Louis van Gaal and Robin van Persie
Louis van Gaal took the Netherlands to the World Cup semi-final in his second spell with the national side and to the quarter-final eight years later in his third stint - AP/Manu Fernandez

Comeback rating 3/5

Harry Redknapp

Initially appointed as director of football in 2001, Redknapp took over as manager of Portsmouth in March 2002 and led them to promotion to the Premier League. However in November 2004 he resigned after a row with the owner Milan Mandaric. Pompey fans were more than incensed when he went down the road to lead their loathed rivals Southampton.

But then, a year later, with Pompey in trouble, he was persuaded to make the short return journey and prevented them being relegated that season. In 2008, having built the finest Portsmouth team in living memory, he won the FA Cup. Shortly afterwards, with the club facing financial meltdown, he resigned and moved to Tottenham.

Comeback rating 4/5

José Mourinho

After winning two league titles, the FA Cup and the League Cup, the ‘Special One’ found that even his level of success was not sufficient armoury in the internal political battleground that was Chelsea under Roman Abramovich. He was fired in 2007 and headed off first to Inter, then Real Madrid, adding yet more silverware to his ever-growing collection.

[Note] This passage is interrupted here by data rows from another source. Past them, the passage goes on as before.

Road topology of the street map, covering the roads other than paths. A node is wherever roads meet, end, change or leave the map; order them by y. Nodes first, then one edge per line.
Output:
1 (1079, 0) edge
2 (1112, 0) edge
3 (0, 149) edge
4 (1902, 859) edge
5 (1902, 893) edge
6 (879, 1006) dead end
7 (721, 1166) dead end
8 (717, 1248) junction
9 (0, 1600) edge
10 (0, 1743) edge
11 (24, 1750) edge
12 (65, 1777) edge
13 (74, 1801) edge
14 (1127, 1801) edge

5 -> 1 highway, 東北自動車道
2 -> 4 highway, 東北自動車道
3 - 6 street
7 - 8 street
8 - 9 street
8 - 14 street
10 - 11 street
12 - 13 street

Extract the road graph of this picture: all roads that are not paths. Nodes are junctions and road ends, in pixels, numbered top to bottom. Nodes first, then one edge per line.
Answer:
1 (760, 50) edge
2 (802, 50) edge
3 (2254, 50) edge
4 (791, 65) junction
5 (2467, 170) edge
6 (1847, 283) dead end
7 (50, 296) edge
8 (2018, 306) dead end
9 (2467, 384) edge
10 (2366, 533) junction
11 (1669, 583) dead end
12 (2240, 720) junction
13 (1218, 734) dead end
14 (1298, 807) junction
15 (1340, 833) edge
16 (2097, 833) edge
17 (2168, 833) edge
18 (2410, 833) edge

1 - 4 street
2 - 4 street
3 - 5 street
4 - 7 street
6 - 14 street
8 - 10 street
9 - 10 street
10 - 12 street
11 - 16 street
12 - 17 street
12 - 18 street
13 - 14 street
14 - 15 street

His return to Chelsea in 2013 was greeted as a second coming by the fans, who grew ever more certain of his specialness when he won first the League Cup then, in 2015, the Premier League title, his third with the club. It was not enough to satisfy his chairman, however, and a run of defeats – and an increasingly grumpy demeanour – led to his second sacking in December 2015.

Jose Mourinho hols up eight fingers
After two titles with Porto, two in his first spell at Chelsea, two with Inter and one with Real Madrid, José Mourinho won his eighth, and last to date, back at the Bridge in 2015 - Getty Images/Michael Regan

Comeback rating 4/5

Carlo Ancelotti

Nobody has ever done a return quite like the man with the vertical eyebrow. He was first appointed manager of Real Madrid in 2013 and, in his debut season in charge, did entirely what was required of the position, winning the Champions League. The following year, however, his side were eliminated in the competition’s semi-final and, ludicrously, he was fired.

After detours via Bayern, Napoli and Everton, he went back to the Bernabéu in 2021. Where he has subsequently lived up to all expectation by winning, amongst other things, the Champions League twice. Nobody does it better than Carletto.